### YOUR OBJECTIVE
Please find the lines in the entries below that contain the word "nodes", and copy each one.

### RECORDS FOR THE EXERCISE
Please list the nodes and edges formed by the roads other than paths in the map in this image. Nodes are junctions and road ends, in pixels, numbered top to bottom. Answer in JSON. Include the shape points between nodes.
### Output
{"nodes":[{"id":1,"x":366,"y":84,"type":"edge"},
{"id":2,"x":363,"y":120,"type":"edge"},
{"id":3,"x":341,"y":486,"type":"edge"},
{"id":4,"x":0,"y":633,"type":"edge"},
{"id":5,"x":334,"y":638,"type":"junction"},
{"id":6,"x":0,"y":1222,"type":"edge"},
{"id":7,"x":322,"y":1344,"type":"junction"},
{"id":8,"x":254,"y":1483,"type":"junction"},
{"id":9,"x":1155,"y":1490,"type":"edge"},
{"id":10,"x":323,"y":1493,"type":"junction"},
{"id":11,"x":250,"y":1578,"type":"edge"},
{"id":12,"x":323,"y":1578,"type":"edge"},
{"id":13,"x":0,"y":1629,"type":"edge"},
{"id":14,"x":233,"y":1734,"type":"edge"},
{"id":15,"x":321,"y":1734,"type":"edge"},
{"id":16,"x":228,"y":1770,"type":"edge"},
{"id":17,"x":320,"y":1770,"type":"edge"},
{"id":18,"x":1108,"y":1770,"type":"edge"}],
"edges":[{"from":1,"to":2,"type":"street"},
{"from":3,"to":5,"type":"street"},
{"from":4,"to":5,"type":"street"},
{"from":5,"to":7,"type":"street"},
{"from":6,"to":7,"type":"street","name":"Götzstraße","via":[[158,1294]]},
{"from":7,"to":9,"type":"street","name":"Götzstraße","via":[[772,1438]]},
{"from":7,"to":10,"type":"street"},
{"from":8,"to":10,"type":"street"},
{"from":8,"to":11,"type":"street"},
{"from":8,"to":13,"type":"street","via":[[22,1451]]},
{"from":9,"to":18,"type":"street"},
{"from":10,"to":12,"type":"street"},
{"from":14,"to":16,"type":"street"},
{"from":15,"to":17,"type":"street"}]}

### REPLY TO THE TASK
Please list the nodes and edges formed by the roads other than paths in the map in this image. Nodes are junctions and road ends, in pixels, numbered top to bottom. Answer in JSON. Include the shape points between nodes.
{"nodes":[{"id":1,"x":366,"y":84,"type":"edge"},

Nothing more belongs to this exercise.